We can see, therefore, that the grant of planning permission can be relevant in nuisance cases, at least to the extent that it can change the character of a neighbourhood for the purposes of evaluating the nuisance. In Gillingham, Buckley J said that "where planning consent is given for a development or change of use, the question of nuisance will thereafter fall to be decided by reference to a neighbourhood with that development or use and not as it was previously". In Wheeler, the same point was also considered, but the change of use affected only a small piece of land and could not, therefore, effect a change in the character of the neighbourhood.

In the Court of Appeal in Watson v. Croft Cromo-Sport Ltd [2009] EWCA Civ 15, the Chancellor rejected the submission that what may properly be regarded as 'strategic planning decisions' affected in principle the private rights of the citizen to complain of a common law nuisance. However, he stressed that the implementation of such planning permission "may so alter the nature and character of the locality as to shift the standard of reasonable user which governs the questions of nuisance or not". In support of that principle he referred to the judgments in Wheeler and in Hunter v Canary Wharf Ltd [1997] AC 655.

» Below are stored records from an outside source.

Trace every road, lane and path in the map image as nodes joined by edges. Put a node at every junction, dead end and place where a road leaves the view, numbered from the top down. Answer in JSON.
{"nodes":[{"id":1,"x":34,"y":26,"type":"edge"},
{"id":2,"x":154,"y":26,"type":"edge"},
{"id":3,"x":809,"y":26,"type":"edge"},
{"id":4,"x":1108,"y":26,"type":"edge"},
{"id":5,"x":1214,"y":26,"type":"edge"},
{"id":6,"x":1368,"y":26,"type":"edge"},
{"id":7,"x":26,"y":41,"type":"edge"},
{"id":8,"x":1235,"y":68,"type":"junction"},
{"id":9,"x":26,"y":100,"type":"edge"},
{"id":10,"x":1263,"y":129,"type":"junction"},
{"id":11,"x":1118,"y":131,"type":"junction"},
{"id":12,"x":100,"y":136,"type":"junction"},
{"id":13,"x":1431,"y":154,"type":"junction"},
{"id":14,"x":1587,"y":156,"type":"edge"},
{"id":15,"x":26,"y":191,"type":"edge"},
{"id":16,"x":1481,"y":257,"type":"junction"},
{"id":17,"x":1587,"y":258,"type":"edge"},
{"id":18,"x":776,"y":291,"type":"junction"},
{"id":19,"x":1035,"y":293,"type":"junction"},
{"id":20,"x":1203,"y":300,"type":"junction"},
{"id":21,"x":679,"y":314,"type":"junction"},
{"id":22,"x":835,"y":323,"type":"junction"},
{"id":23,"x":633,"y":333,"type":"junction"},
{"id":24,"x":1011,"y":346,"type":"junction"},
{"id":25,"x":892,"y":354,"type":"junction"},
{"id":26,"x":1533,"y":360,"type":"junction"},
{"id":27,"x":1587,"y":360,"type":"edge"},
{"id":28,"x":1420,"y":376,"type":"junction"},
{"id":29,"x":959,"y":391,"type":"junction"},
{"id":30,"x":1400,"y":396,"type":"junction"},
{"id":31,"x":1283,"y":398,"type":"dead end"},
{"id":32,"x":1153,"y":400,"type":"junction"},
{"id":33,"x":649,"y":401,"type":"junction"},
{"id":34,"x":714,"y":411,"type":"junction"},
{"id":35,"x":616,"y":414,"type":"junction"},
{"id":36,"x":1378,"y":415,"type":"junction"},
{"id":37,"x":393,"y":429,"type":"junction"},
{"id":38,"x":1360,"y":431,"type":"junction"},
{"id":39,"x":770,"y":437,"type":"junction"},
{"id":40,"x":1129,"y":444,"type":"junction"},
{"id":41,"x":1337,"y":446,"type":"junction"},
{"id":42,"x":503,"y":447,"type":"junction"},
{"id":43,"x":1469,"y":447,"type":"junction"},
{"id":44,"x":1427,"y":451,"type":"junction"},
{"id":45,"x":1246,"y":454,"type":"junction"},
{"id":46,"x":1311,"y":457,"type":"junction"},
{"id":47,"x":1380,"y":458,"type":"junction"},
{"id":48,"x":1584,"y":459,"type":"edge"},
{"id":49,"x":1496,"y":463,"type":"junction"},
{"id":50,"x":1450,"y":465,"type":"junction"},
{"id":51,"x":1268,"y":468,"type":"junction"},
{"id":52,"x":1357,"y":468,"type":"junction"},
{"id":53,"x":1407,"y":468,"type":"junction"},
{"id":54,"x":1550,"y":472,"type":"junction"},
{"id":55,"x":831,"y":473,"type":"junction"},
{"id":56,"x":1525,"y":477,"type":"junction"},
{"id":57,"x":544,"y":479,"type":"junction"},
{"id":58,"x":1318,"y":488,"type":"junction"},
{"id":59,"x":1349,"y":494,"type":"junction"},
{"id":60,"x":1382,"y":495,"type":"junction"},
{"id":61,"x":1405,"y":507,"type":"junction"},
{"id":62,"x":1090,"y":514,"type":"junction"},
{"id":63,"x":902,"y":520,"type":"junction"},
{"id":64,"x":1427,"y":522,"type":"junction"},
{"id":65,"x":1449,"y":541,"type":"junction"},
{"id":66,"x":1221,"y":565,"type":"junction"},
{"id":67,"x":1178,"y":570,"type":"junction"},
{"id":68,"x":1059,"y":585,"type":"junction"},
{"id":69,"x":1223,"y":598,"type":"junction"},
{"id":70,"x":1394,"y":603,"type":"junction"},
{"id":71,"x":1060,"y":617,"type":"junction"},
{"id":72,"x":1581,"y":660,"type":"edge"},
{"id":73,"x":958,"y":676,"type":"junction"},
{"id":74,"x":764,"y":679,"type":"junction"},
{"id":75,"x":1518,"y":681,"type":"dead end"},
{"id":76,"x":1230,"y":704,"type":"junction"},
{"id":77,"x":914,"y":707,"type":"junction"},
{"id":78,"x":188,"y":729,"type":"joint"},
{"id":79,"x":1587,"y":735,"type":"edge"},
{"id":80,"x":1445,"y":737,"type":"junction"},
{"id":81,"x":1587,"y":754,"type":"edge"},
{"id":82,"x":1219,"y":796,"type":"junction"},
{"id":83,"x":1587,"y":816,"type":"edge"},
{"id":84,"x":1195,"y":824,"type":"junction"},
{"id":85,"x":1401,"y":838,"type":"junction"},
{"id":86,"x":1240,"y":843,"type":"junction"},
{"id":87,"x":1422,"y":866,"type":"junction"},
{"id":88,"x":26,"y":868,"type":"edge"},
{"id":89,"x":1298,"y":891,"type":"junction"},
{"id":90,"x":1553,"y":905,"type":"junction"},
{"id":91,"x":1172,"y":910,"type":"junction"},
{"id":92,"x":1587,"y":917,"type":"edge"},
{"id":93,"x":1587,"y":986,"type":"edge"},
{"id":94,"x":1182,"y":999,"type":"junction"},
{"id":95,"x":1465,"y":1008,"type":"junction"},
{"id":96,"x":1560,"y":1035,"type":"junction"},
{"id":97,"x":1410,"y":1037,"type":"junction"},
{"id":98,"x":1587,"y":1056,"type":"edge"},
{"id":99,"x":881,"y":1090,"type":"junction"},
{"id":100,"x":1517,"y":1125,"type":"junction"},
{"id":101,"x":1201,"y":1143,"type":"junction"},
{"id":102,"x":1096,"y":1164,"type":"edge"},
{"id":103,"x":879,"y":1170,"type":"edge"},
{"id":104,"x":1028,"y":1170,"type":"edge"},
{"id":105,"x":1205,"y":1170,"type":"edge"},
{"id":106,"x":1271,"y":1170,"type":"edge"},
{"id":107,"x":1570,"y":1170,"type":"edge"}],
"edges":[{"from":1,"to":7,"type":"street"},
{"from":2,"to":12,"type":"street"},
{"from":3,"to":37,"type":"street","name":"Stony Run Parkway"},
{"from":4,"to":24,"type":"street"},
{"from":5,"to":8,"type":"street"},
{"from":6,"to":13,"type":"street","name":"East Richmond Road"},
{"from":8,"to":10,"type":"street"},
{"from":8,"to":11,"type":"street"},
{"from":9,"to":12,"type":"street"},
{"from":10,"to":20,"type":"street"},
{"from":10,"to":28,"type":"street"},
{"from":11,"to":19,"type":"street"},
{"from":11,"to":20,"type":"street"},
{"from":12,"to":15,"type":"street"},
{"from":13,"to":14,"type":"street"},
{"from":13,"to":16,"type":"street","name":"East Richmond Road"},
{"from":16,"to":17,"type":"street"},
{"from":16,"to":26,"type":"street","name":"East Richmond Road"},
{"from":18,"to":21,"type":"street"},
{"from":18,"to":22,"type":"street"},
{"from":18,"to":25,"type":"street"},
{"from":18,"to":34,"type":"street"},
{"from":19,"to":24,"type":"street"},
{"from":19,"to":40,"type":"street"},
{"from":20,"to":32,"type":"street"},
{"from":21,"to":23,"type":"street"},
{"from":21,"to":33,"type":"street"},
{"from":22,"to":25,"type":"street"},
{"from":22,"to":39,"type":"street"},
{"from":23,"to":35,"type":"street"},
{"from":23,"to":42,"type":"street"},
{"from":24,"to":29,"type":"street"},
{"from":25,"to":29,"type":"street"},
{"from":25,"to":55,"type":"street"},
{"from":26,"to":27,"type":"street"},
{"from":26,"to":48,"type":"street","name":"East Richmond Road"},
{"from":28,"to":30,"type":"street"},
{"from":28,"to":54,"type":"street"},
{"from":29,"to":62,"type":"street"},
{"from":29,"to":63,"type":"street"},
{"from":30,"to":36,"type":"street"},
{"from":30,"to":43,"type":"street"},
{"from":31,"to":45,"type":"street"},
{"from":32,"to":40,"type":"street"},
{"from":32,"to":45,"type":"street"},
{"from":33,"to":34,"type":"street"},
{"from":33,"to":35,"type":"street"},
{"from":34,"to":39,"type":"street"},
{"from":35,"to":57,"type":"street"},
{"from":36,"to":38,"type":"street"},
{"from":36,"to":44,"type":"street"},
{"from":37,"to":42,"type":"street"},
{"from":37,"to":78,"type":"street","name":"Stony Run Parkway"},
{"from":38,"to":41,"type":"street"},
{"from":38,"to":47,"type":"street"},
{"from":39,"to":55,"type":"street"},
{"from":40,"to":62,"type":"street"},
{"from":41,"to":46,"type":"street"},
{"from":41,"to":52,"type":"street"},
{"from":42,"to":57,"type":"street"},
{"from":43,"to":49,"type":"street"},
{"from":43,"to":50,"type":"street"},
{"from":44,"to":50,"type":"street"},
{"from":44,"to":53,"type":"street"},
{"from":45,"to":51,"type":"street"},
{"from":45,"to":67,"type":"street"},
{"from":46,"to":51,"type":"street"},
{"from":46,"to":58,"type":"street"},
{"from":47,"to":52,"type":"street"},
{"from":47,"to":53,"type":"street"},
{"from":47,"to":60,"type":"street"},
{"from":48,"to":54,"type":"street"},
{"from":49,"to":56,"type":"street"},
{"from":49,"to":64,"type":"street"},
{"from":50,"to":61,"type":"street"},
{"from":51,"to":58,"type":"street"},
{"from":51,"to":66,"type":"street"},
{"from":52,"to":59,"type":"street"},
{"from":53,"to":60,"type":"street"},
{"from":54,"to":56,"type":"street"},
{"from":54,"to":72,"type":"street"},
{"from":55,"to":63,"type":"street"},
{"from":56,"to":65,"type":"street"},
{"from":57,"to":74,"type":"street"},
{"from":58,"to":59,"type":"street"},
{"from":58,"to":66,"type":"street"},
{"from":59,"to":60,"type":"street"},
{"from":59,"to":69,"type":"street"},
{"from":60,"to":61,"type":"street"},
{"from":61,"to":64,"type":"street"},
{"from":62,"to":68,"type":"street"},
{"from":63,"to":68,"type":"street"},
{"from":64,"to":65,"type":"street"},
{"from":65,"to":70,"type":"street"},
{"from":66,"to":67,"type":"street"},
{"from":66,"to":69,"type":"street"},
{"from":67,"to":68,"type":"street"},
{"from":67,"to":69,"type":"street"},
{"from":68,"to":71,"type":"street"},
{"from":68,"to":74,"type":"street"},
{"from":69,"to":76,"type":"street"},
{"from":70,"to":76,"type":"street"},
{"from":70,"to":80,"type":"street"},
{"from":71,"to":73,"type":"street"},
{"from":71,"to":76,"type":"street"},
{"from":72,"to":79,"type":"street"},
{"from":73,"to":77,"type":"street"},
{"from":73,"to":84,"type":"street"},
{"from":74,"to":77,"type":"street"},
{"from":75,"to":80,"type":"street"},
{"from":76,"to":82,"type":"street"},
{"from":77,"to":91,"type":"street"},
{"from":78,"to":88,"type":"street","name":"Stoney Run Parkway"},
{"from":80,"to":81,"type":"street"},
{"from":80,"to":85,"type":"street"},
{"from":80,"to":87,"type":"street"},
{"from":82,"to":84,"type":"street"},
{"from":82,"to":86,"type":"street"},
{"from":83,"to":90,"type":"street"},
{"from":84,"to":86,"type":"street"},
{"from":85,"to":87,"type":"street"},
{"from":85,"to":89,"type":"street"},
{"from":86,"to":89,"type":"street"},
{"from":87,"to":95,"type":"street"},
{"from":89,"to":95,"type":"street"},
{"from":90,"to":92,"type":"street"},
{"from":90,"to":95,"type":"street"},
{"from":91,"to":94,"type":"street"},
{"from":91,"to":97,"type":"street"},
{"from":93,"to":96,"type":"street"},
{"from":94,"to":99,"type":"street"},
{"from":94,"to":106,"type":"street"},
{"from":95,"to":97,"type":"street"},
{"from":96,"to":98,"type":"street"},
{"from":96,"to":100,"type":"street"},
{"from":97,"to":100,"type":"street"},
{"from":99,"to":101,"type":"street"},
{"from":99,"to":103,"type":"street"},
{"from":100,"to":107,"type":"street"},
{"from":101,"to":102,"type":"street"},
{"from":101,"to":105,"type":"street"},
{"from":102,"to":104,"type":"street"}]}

Thus a grant of planning permission will not of itself sanction the nuisance (Wheeler). However it may be relevant to issues surrounding the character of the neighbourhood (Gillingham, Watson).

From these various decisions it can reasonably be inferred that a major infrastructure project which has changed the character of a neighbourhood may more easily resist claims founded in nuisance than a development which does not have so great an impact. There is perhaps something slightly illogical about this, in the sense that major nuisances might not be actionable (if they arise from a development that has changed the character of the neighbourhood), whereas lesser nuisances could still be open to a legal claim. For what it's worth, I would very much doubt whether the erection of a wind farm could be said to have 'changed the chgaracter of the neighbourhood' for these purposes, although this may be open to argument, if the point is ever contested before the courts.

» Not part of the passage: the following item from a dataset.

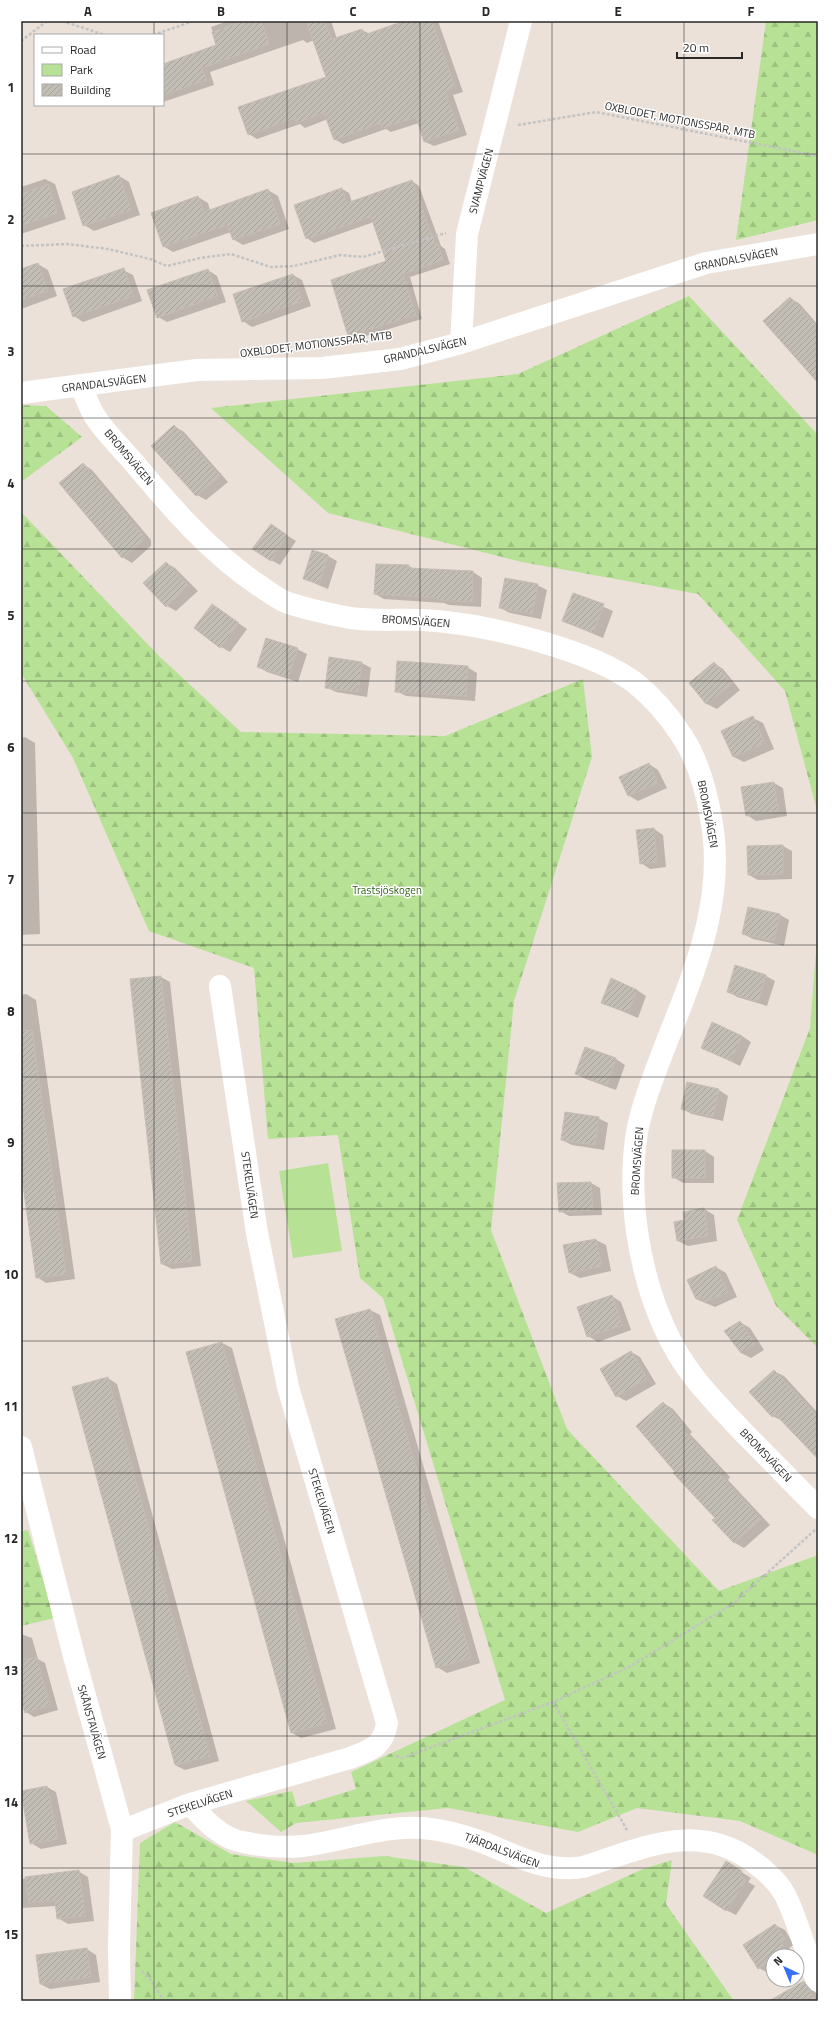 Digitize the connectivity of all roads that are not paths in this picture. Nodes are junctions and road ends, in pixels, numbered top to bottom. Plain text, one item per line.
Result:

One other issue which has occasionally been raised in such cases is the possible breach of Article 8 of the European Convention on Human Rights (the right to respect for a person’s private and family life). To take just one example, in R (Downs) v Secretary of State for the Environment, Food and Rural Affairs [2009] EWCA Civ 664; [2010] Env LR 7, the claimant had succeeded at first instance in a claim for breach of Article 8 in connection with crop-spraying. However, the defendant's appeal was allowed. The Court of Appeal held that, in order to constitute a breach of Article 8, there had to be "severe environmental pollution" and this test had not been met in that case. (The European case which proposed the test of 'severe environmental pollution' is Lopez Ostra v Spain (A/303-C) (1995) 20 EHRR 277.)

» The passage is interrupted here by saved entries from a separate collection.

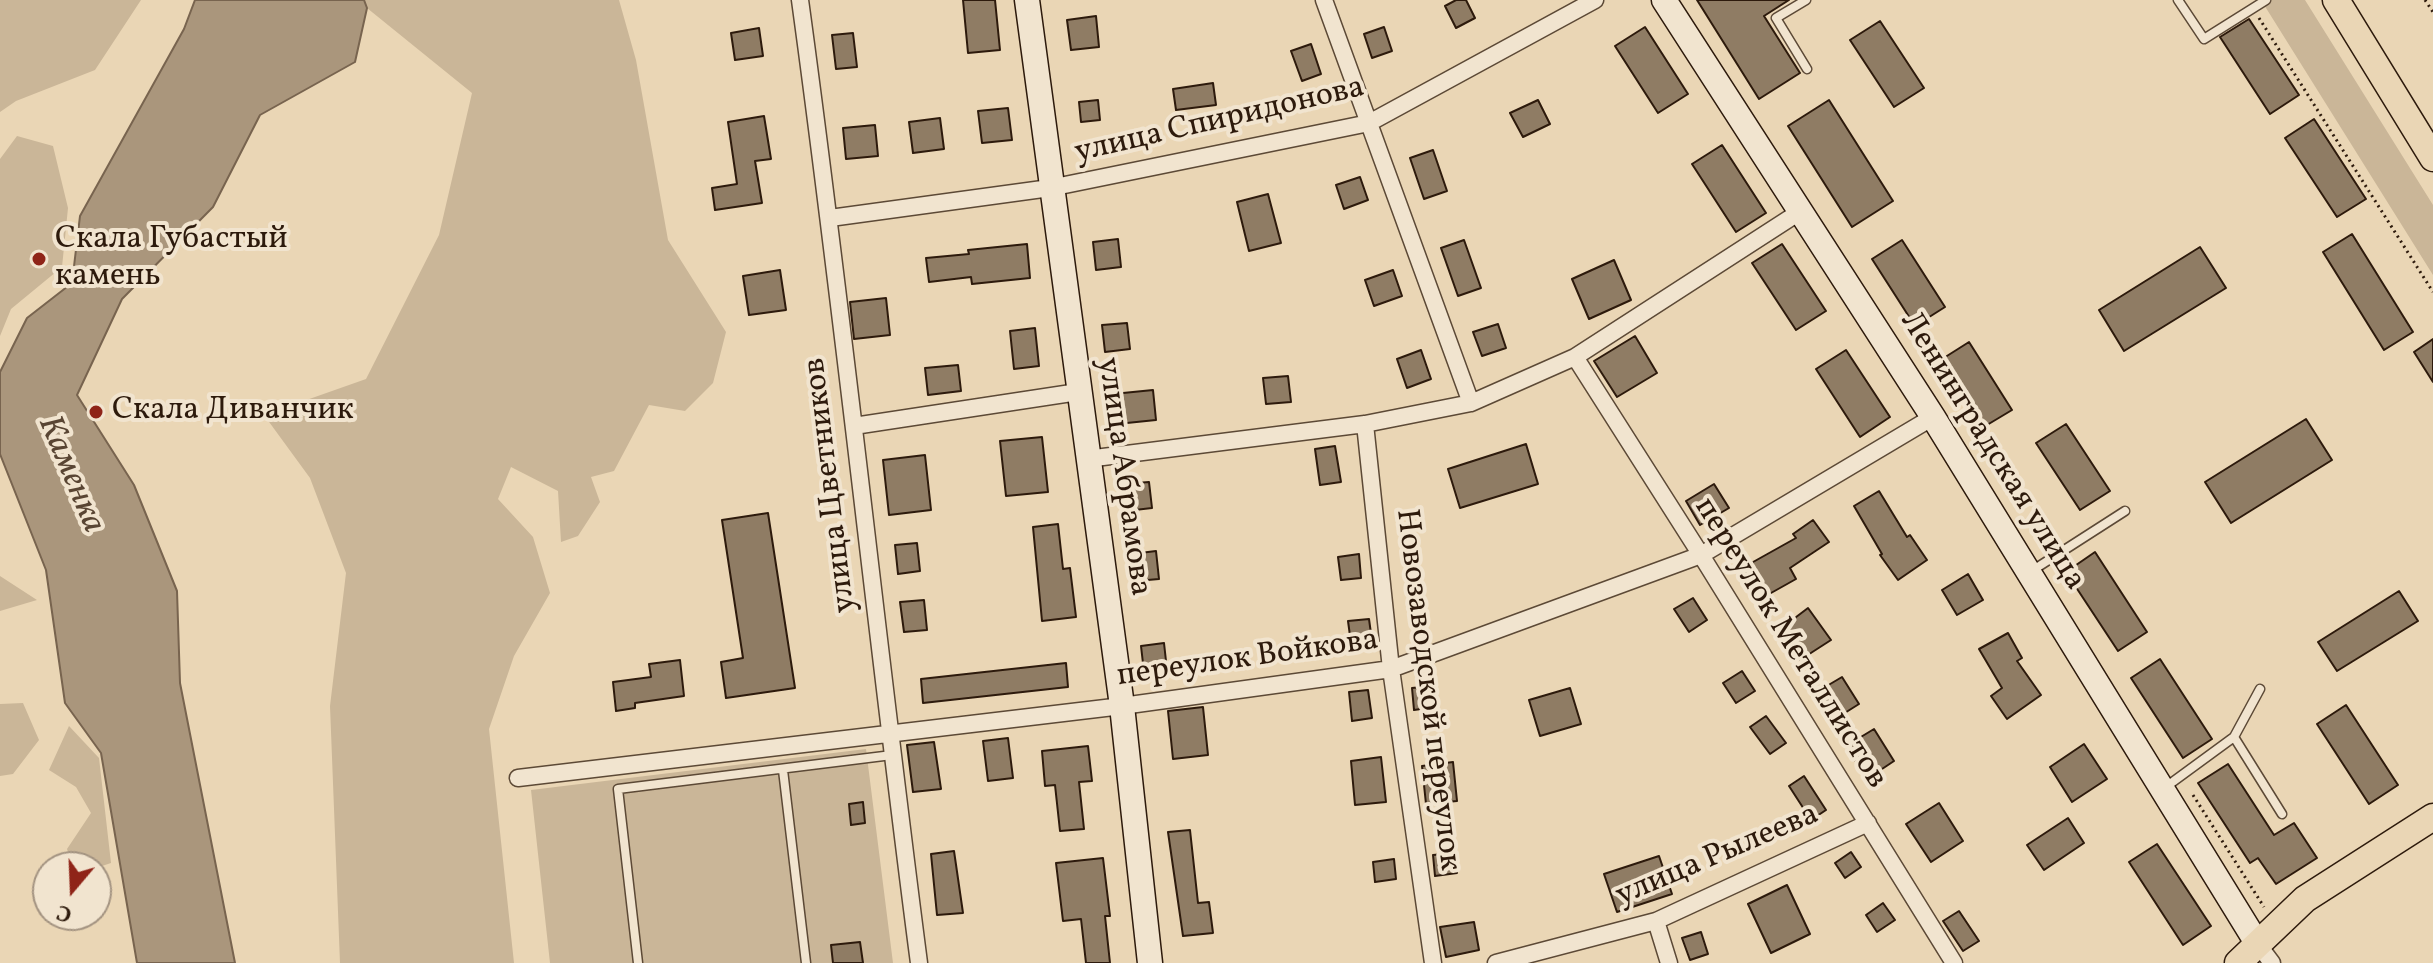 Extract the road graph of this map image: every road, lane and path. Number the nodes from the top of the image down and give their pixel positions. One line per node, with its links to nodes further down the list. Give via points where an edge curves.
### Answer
1 (800, 0): 18 (street, улица Цветников)
2 (1027, 0): 16 (street, улица Абрамова)
3 (1324, 0): 14 (street)
4 (1595, 0): 14 (street, улица Спиридонова)
5 (1664, 0): 17 (street, Ленинградская улица)
6 (1806, 0): 13 (lane, via 1776,18)
7 (2178, 0): 11 (lane, via 2204,39)
8 (2266, 0): 11 (lane)
9 (2336, 0): 15 (main road)
10 (2425, 0): 12 (path)
11 (2253, 8): 19 (path)
12 (2433, 12)
13 (1807, 69)
14 (1369, 123): 16 (street, улица Спиридонова); 22 (street)
15 (2433, 158)
16 (1050, 188): 18 (street, улица Спиридонова); 21 (street, улица Абрамова)
17 (1801, 211): 20 (street); 23 (street, Ленинградская улица)
18 (830, 218): 25 (street, улица Цветников)
19 (2433, 292)
20 (1575, 357): 22 (street); 28 (street, переулок Металлистов)
21 (1078, 392): 25 (street); 26 (street, улица Абрамова)
22 (1471, 403): 24 (street)
23 (1933, 417): 28 (street, переулок Войкова); 29 (street, Ленинградская улица)
24 (1365, 424): 26 (street); 30 (street, Новозаводской переулок)
25 (854, 426): 33 (street, улица Цветников)
26 (1087, 459): 32 (street, улица Абрамова)
27 (2125, 511): 29 (lane)
28 (1701, 555): 30 (street, переулок Войкова); 41 (street, переулок Металлистов)
29 (2030, 573): 38 (street, Ленинградская улица)
30 (1391, 669): 32 (street, переулок Войкова); 48 (street, Новозаводской переулок)
31 (2260, 689): 34 (lane)
32 (1122, 706): 33 (street, переулок Войкова); 47 (street, улица Абрамова)
33 (889, 735): 35 (street, улица Цветников); 37 (street, переулок Войкова)
34 (2234, 737): 38 (lane); 39 (lane)
35 (892, 755): 36 (lane); 46 (street, улица Цветников)
36 (783, 770): 44 (lane, via 618,789); 45 (lane)
37 (518, 778)
38 (2163, 789): 43 (street, Ленинградская улица)
39 (2282, 814)
40 (2433, 817): 43 (main road, via 2305,899)
41 (1868, 823): 42 (street, улица Рылеева); 51 (street, переулок Металлистов)
42 (1656, 921): 49 (street, улица Рылеева); 50 (street)
43 (2264, 953): 52 (main road)
44 (638, 963)
45 (806, 963)
46 (919, 963)
47 (1150, 963)
48 (1433, 963)
49 (1496, 963)
50 (1669, 963)
51 (1954, 963)
52 (2238, 963)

Reverting to the planning permission cases, the courts have been careful to guard against a situation in which, merely because planning permission had been given for the carrying out of a particular activity, the defendant was at liberty to perform that activity in any way that he chose, regardless of his neighbours. The courts have repeatedly held that the mere grant of planning permission does not give the recipient the right to undertake the permitted operation in such a way as to cause a Nuisance. But as we have seen, this is subject to the exception established by Gillingham.

In the Biffa case, Coulson J held that the defendant did not have a defence of statutory authority to the nuisance claims that were before the court. However, he concluded that the permitted use of the landfill site meant that the carrying out of permitted activities of waste disposal, performed in accordance with the detailed terms of the permit and without negligence, amounted to a reasonable user of land. In those circumstances, whilst claims in nuisance that involved allegations of negligence against Biffa would have been open to the claimants, claims in nuisance alone were not. Since the claims which proceeded to trial were in nuisance alone, they were bound to fail. These claims were accordingly dismissed.